* [EXERCISE DIRECTIONS]: Your job is to copy the data that follows exactly, every line included.

(Dataset entries)
+===+
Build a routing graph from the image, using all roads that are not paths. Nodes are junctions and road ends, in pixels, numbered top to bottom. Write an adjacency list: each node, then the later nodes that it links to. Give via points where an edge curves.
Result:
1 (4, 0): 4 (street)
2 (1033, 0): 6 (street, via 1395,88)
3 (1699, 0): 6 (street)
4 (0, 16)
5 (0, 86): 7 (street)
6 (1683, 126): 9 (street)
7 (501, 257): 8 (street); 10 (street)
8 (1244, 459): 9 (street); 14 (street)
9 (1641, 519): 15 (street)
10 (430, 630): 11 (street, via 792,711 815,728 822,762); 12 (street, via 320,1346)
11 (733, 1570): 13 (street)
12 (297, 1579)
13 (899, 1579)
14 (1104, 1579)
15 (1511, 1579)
+===+
* [ANSWER FOR THIS EXERCISE]:
Build a routing graph from the image, using all roads that are not paths. Nodes are junctions and road ends, in pixels, numbered top to bottom. Write an adjacency list: each node, then the later nodes that it links to. Give via points where an edge curves.
Result:
1 (4, 0): 4 (street)
2 (1033, 0): 6 (street, via 1395,88)
3 (1699, 0): 6 (street)
4 (0, 16)
5 (0, 86): 7 (street)
6 (1683, 126): 9 (street)
7 (501, 257): 8 (street); 10 (street)
8 (1244, 459): 9 (street); 14 (street)
9 (1641, 519): 15 (street)
10 (430, 630): 11 (street, via 792,711 815,728 822,762); 12 (street, via 320,1346)
11 (733, 1570): 13 (street)
12 (297, 1579)
13 (899, 1579)
14 (1104, 1579)
15 (1511, 1579)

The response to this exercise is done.